Apparently, approximately twice as common as the soft, squidgy ones, it's NOT scientific! The large green one bears a resemblance to the Voltron ones we've seen here once or twice, he . . . it's also a parachute toy, as is the fat, dumpy, green one, front left. The green one front middle is marked Rigo China.
 
The two oxide red ones are similar to the Arco ones, but a bit smaller and different sculpts, but could well be from the same factory/sculptor/team of sculptors? While the blue one back left is a plug-together 'swoppet', missing an arm and marked ANT with a pictogram of an ant! The orange one with a base was known to be Ace Acme in the 'States.

Tuesday, February 20, 2024

E is for Eye-Candy - Rubber Suits

Just a quickie, having a sort the other night and photographed all the minor-sample, droid-mecha-auto-tranformer-battle suit, small bots which have come in over the last few months, these are all soft, PVC-like or eraser-rubber, technically - mixed elastomers!
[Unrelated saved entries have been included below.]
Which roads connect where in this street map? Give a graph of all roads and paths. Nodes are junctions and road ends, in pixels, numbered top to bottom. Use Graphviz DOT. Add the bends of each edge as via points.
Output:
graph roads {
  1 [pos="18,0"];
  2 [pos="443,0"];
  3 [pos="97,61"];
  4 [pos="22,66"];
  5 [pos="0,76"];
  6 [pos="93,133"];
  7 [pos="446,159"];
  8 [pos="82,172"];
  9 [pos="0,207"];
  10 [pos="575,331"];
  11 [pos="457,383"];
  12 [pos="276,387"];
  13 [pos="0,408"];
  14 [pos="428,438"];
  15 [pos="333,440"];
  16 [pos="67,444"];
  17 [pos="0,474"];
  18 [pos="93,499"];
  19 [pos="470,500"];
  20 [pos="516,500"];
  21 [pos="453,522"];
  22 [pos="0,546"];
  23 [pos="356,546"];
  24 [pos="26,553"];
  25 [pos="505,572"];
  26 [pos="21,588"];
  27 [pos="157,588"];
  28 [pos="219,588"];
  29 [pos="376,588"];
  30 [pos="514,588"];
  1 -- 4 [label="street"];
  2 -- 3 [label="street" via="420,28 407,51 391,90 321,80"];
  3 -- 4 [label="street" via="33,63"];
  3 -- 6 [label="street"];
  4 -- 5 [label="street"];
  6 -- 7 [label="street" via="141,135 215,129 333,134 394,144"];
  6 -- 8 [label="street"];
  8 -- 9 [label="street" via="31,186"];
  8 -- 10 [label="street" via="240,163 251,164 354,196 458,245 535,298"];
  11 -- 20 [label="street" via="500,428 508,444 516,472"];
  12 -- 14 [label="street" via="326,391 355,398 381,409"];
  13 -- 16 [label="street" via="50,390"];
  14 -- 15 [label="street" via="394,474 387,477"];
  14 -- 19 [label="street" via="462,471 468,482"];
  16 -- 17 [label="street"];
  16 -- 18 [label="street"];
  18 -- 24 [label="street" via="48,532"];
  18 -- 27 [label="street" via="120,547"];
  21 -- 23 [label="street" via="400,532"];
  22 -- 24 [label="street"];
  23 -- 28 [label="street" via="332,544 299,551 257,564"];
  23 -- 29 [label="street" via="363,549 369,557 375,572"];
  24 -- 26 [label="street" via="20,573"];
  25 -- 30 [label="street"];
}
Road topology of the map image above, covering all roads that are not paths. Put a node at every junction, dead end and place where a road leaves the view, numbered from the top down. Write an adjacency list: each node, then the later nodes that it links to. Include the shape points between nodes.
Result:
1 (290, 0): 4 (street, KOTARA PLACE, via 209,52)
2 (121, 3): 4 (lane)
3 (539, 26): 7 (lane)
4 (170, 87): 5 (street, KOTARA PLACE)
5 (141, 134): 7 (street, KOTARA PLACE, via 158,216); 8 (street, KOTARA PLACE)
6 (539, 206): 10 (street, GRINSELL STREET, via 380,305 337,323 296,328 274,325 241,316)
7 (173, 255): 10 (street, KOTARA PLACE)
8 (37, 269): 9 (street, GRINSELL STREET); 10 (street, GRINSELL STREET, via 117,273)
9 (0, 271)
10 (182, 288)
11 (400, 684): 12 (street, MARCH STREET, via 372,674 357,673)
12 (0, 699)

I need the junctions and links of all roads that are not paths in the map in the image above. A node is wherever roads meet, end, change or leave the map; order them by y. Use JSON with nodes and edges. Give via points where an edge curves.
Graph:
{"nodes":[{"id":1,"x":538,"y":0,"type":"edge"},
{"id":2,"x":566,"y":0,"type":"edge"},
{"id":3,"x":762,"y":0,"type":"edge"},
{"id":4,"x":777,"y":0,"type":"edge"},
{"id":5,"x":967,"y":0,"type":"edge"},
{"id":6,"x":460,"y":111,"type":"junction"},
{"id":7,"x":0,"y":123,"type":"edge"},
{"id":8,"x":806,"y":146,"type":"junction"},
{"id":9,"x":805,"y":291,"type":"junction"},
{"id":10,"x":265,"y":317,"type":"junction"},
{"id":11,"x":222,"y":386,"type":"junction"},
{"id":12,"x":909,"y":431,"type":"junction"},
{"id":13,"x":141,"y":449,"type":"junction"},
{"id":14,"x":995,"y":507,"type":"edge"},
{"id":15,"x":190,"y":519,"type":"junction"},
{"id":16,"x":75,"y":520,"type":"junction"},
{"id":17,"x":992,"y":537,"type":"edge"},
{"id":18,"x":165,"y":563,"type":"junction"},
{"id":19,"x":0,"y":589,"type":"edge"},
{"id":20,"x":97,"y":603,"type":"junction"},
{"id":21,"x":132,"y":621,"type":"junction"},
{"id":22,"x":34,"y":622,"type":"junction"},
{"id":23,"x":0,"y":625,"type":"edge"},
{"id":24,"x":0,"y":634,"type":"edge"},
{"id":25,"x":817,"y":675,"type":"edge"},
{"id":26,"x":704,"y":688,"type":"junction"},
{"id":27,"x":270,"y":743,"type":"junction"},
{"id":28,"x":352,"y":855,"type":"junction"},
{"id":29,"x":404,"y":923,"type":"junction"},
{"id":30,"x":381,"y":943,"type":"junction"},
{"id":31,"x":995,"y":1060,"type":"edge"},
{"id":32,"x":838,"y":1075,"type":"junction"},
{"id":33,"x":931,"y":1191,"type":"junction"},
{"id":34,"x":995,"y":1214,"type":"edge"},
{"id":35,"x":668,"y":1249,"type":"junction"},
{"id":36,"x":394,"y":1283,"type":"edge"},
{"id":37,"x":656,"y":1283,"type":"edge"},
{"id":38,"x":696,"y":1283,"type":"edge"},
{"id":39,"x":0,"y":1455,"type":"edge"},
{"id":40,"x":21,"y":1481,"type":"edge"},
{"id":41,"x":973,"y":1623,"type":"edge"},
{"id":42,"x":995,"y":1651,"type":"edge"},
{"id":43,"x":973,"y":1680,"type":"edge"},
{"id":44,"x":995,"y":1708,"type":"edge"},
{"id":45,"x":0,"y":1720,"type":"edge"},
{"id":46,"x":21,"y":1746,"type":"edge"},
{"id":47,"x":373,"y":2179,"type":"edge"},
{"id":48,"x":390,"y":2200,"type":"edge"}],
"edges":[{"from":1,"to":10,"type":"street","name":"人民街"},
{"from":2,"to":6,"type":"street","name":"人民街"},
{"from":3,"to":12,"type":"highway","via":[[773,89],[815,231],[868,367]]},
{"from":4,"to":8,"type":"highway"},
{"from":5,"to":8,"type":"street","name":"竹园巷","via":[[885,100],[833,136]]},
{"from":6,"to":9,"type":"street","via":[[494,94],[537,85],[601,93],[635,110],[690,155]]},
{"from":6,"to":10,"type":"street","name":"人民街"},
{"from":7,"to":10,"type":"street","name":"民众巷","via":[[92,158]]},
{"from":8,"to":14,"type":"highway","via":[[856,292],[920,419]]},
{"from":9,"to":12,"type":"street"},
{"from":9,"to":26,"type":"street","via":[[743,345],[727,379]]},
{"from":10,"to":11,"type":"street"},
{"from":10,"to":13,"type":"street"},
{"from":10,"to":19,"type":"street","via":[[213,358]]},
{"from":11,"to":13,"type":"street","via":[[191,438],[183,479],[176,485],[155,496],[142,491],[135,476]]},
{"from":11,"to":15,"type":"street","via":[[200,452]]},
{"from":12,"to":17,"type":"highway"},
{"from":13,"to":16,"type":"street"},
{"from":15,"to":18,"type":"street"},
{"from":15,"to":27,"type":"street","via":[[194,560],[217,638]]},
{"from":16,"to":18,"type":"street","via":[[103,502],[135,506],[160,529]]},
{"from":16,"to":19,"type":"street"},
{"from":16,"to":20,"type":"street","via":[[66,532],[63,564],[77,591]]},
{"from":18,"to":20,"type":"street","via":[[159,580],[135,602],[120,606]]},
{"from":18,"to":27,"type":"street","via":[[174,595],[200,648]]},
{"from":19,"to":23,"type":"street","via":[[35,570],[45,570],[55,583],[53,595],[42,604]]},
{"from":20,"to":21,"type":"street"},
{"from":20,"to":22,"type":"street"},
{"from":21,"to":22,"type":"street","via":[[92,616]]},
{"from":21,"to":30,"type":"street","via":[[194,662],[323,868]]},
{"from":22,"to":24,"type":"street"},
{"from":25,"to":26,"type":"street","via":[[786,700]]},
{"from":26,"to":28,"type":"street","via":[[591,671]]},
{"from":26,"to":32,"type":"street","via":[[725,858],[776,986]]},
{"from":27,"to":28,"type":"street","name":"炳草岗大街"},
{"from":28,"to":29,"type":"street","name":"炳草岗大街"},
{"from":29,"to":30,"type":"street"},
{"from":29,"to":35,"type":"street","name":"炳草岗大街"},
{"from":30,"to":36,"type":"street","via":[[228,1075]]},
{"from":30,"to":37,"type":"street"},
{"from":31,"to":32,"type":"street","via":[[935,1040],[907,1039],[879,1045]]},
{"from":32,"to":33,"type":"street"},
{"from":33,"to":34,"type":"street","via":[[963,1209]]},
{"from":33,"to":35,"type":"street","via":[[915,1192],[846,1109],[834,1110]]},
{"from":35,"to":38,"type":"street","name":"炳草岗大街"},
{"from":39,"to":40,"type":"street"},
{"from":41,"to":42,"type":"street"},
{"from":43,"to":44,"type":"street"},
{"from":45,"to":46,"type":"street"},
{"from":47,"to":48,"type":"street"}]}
The three larger erasers we've seen before here, while the two taller blue ones are interesting for being my First marked 'Korea'. The sucker-bot is about half the size of the Lik Be (LB, because it can't realistically be anything else) ones, and the checked-chap in pale blue is a M.U.S.C.L.E from Mattel via-Japan, and the small blue one with the big exposed brain is another Japanese Kaiju type mini.
 
The rest (green, silver, orange and sucker) are Hong Kong's finest, with the green one being an apparent conversion, from the straight pantographing of a parachute toy licensed from He Man, I think, by removing the shroud-line hooks.
 
Added within the hour; the sucker-bot has a full set of M.K. and T-in-a-circle marks for Mei Kee, (also and since around 2016/17 credited to one of two Tai Hing's on Moonbase, I can't remember why) and is actually about 2/3rds of the size of the LB ones, not 1/2 as I said above - I'm shit at judging by eye!
 
There's loads of this mini-stuff in the stash, and one day I'll try to make more sense of it all!